+ ocfs2-dlmglue-prepare-tracking-logic-to-avoid-recursive-cluster-lock.patch added to -mm tree

akpm@xxxxxxxxxxxxxxxxxxxx · Thu, 05 Jan 2017 15:01:44 -0800

The patch titled
     Subject: ocfs2/dlmglue: prepare tracking logic to avoid recursive cluster lock
has been added to the -mm tree.  Its filename is
     ocfs2-dlmglue-prepare-tracking-logic-to-avoid-recursive-cluster-lock.patch

This patch should soon appear at
    http://ozlabs.org/~akpm/mmots/broken-out/ocfs2-dlmglue-prepare-tracking-logic-to-avoid-recursive-cluster-lock.patch
and later at
    http://ozlabs.org/~akpm/mmotm/broken-out/ocfs2-dlmglue-prepare-tracking-logic-to-avoid-recursive-cluster-lock.patch

Before you just go and hit "reply", please:
   a) Consider who else should be cc'ed
   b) Prefer to cc a suitable mailing list as well
   c) Ideally: find the original patch on the mailing list and do a
      reply-to-all to that, adding suitable additional cc's

*** Remember to use Documentation/SubmitChecklist when testing your code ***

The -mm tree is included into linux-next and is updated
there every 3-4 working days

------------------------------------------------------
From: Eric Ren <zren@xxxxxxxx>
Subject: ocfs2/dlmglue: prepare tracking logic to avoid recursive cluster lock

We are in the situation that we have to avoid recursive cluster locking,
but there is no way to check if a cluster lock has been taken by a precess
already.

Mostly, we can avoid recursive locking by writing code carefully. 
However, we found that it's very hard to handle the routines that are
invoked directly by vfs code.  For instance:

const struct inode_operations ocfs2_file_iops = {
    .permission     = ocfs2_permission,
    .get_acl        = ocfs2_iop_get_acl,
    .set_acl        = ocfs2_iop_set_acl,
};

Both ocfs2_permission() and ocfs2_iop_get_acl() call ocfs2_inode_lock(PR):
do_sys_open
 may_open
  inode_permission
   ocfs2_permission
    ocfs2_inode_lock() <=== first time
     generic_permission
      get_acl
       ocfs2_iop_get_acl
	ocfs2_inode_lock() <=== recursive one

A deadlock will occur if a remote EX request comes in between two of
ocfs2_inode_lock().  Briefly describe how the deadlock is formed:

On one hand, OCFS2_LOCK_BLOCKED flag of this lockres is set in
BAST(ocfs2_generic_handle_bast) when downconvert is started on behalf of
the remote EX lock request.  Another hand, the recursive cluster lock (the
second one) will be blocked in in __ocfs2_cluster_lock() because of
OCFS2_LOCK_BLOCKED.  But, the downconvert never complete, why?  because
there is no chance for the first cluster lock on this node to be unlocked
- we block ourselves in the code path.

The idea to fix this issue is mostly taken from gfs2 code.

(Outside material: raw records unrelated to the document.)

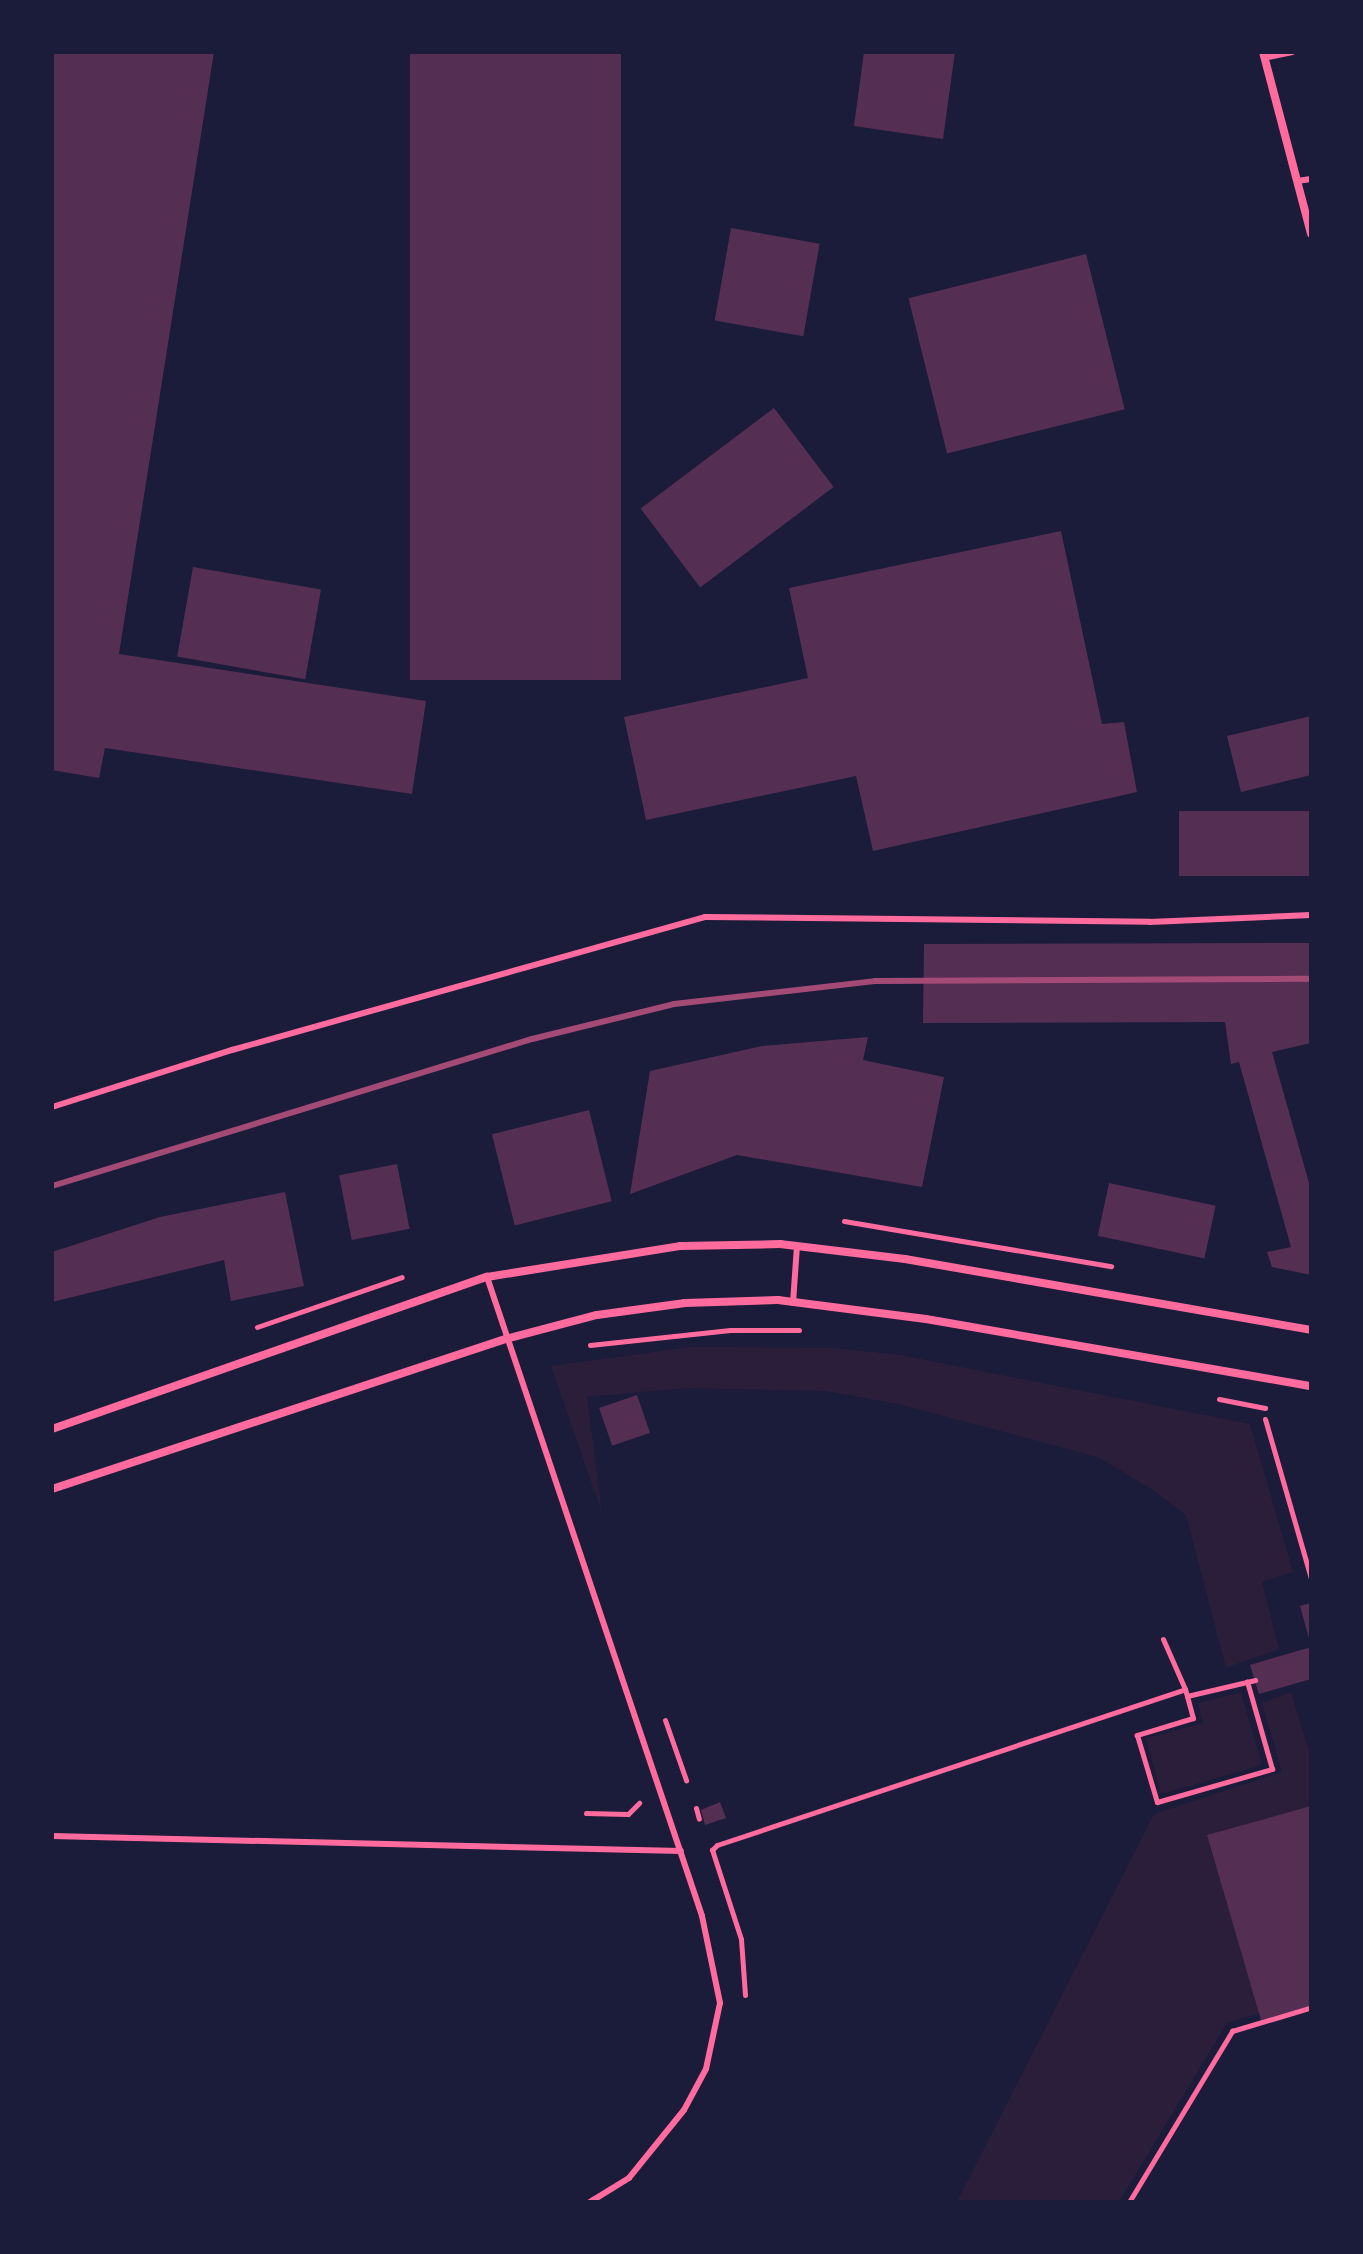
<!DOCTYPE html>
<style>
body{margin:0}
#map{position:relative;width:1363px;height:2254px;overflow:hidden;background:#1b1b3a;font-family:Poppins,sans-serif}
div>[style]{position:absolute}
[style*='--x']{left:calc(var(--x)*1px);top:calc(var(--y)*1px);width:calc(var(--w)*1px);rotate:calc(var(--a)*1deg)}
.green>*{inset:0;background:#2a1e3b}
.building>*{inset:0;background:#542f53;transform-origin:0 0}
.path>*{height:5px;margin:-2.5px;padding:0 2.5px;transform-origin:2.5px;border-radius:2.5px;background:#ff6b9d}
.service>*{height:6px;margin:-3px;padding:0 3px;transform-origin:3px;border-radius:3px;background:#ff6b9d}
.minor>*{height:8px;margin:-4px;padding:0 4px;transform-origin:4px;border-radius:4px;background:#ff6b9d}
.rail>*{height:6px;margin:-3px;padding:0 3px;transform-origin:3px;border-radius:3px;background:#a44b75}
span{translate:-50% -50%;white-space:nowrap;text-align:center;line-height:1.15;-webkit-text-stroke:6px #1b1b3a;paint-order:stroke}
.frame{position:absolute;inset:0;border:54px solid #1b1b3a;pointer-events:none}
</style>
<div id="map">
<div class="green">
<i style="clip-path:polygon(691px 1347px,834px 1348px,901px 1355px,1250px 1424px,1293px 1572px,1262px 1582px,1279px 1649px,1226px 1668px,1186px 1515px,1153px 1490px,1098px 1457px,898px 1404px,825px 1391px,686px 1388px,587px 1397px,602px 1513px,551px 1366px)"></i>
<i style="clip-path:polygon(1241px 1692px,1262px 1765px,1161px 1794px,1146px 1738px,1203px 1723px,1198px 1703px)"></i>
<i style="clip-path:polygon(1291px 1692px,1311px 1757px,1311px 1806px,1207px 1836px,1260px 2013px,1227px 2023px,1119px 2202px,957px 2202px,1154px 1814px,1282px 1772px,1262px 1703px)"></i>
</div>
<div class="building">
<i style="clip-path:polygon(52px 52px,214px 52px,119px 654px,426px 701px,412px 794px,105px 748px,99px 778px,52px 770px)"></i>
<i style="left:410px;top:52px;width:211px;height:628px"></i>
<i style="clip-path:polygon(864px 52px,955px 52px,943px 139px,854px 126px)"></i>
<i style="left:731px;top:228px;width:90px;height:94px;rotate:10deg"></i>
<i style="left:1086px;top:254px;width:160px;height:183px;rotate:76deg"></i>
<i style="left:774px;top:408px;width:99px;height:167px;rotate:53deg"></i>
<i style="clip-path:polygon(1061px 531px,1102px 724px,1124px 722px,1137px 792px,873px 851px,856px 776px,646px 820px,624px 717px,808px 678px,789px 588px)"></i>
<i style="left:193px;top:567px;width:130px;height:91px;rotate:10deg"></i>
<i style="clip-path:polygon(1311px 716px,1311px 775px,1241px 792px,1227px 736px)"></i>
<i style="left:1311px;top:811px;width:65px;height:132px;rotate:90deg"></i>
<i style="clip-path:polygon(1311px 943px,1311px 1043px,1272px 1052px,1311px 1190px,1311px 1275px,1272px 1267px,1267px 1252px,1291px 1247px,1239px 1062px,1231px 1064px,1225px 1022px,923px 1023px,924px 944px)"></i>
<i style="clip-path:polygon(868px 1037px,863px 1060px,944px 1077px,922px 1187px,737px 1155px,630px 1194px,650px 1071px,762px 1046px)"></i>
<i style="left:589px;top:1110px;width:94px;height:100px;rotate:76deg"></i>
<i style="left:397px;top:1164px;width:66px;height:59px;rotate:79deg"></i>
<i style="left:1109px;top:1183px;width:109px;height:54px;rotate:12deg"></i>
<i style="clip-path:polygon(285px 1192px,304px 1286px,231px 1301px,224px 1260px,52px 1302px,52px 1252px,160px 1217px)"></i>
<i style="left:637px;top:1395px;width:40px;height:40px;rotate:71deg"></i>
<i style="clip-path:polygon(1311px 1603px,1311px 1642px,1310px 1642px,1300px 1606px)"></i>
<i style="clip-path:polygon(1311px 1647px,1311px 1679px,1259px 1694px,1250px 1665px)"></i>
<i style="clip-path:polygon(720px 1802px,726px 1818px,705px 1825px,701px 1810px)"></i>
<i style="clip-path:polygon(1311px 1806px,1311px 2006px,1261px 2020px,1207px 1835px)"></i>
</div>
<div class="path">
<i style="--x:844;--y:1221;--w:271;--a:9.6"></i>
<i style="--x:257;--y:1327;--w:153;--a:-19"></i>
<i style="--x:590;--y:1345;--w:141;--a:-6.1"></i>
<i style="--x:730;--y:1330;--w:69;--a:0"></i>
<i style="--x:1219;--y:1399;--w:47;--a:11.1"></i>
<i style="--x:1265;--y:1419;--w:166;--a:73.9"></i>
<i style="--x:1163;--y:1639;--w:55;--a:66.3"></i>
<i style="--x:1187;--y:1696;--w:23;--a:75"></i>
<i style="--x:1193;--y:1718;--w:59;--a:163.1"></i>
<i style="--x:1137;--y:1735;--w:70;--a:73.4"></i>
<i style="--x:1157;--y:1802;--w:120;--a:-16"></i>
<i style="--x:1272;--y:1769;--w:91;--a:-105.9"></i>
<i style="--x:665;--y:1720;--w:64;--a:70.7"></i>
<i style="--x:696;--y:1808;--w:11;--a:75"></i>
<i style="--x:586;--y:1813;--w:42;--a:1.4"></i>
<i style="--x:628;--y:1814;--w:16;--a:-45"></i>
<i style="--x:745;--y:1995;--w:56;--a:-94.1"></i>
<i style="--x:741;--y:1939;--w:94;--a:-108"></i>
<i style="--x:712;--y:1850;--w:7;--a:-45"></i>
<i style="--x:717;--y:1845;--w:493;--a:-18.4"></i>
<i style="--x:1185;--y:1689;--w:7;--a:74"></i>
<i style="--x:1187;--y:1696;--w:70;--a:-13.2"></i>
<i style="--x:1129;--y:2202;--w:200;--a:-58.9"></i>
<i style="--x:1232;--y:2031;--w:80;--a:-16.6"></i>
</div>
<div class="service">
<i style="--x:1264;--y:58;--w:29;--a:-12"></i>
<i style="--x:1297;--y:181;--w:14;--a:-8"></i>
<i style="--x:52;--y:1107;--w:189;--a:-17.6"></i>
<i style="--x:232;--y:1050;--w:491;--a:-15.7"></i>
<i style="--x:705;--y:917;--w:445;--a:0.6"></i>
<i style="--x:1150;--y:922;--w:161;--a:-2.5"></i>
<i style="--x:487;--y:1277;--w:674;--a:71.4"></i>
<i style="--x:702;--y:1916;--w:89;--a:78.3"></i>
<i style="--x:720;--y:2003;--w:67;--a:102"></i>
<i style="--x:706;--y:2069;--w:47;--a:118.2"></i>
<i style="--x:684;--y:2110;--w:87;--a:129"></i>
<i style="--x:629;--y:2178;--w:46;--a:148.4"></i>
<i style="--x:793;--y:1303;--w:57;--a:-86"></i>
<i style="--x:52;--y:1836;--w:629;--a:1.37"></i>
</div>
<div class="minor">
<i style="--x:1263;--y:52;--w:188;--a:75.2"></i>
<i style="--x:52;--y:1429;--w:461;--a:-19.3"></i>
<i style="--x:487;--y:1277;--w:195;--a:-9.1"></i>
<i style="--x:680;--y:1246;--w:100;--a:-1.1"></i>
<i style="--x:780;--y:1244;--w:126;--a:6.8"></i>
<i style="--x:905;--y:1259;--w:412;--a:9.9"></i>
<i style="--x:52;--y:1489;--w:478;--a:-18.3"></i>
<i style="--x:506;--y:1339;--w:94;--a:-14.8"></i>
<i style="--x:597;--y:1315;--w:89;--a:-7.8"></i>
<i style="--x:685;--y:1303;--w:93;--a:-1.8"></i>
<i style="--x:778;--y:1300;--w:149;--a:7.3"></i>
<i style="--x:926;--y:1319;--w:391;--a:9.9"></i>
</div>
<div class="rail">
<i style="--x:52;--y:1186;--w:502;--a:-17.03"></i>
<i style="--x:532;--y:1039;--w:146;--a:-13.8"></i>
<i style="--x:674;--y:1004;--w:202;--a:-6.5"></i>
<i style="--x:875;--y:981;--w:436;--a:-0.3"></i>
</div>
<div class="frame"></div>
</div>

1. introduce a new field: struct ocfs2_lock_res.l_holders, to keep
   track of the processes' pid who has taken the cluster lock of this lock
   resource;

2. introduce a new flag for ocfs2_inode_lock_full:
   OCFS2_META_LOCK_GETBH; it means just getting back disk inode bh for us
   if we've got cluster lock.

3. export a helper: ocfs2_is_locked_by_me() is used to check if we
   have got the cluster lock in the upper code path.

The tracking logic should be used by some of the ocfs2 vfs's callbacks, to
solve the recursive locking issue cuased by the fact that vfs routines can
call into each other.

The performance penalty of processing the holder list should only be seen
at a few cases where the tracking logic is used, such as get/set acl.

You may ask what if the first time we got a PR lock, and the second time
we want a EX lock?  fortunately, this case never happens in the real
world, as far as I can see, including permission check,
(get|set)_(acl|attr), and the gfs2 code also do so.

Link: http://lkml.kernel.org/r/1483630262-22227-2-git-send-email-zren@xxxxxxxx
Signed-off-by: Eric Ren <zren@xxxxxxxx>
Cc: Mark Fasheh <mfasheh@xxxxxxxxxxx>
Cc: Joel Becker <jlbec@xxxxxxxxxxxx>
Cc: Junxiao Bi <junxiao.bi@xxxxxxxxxx>
Cc: Joseph Qi <jiangqi903@xxxxxxxxx>
Signed-off-by: Andrew Morton <akpm@xxxxxxxxxxxxxxxxxxxx>
---

 fs/ocfs2/dlmglue.c |   47 ++++++++++++++++++++++++++++++++++++++++---
 fs/ocfs2/dlmglue.h |   18 ++++++++++++++++
 fs/ocfs2/ocfs2.h   |    1 
 3 files changed, 63 insertions(+), 3 deletions(-)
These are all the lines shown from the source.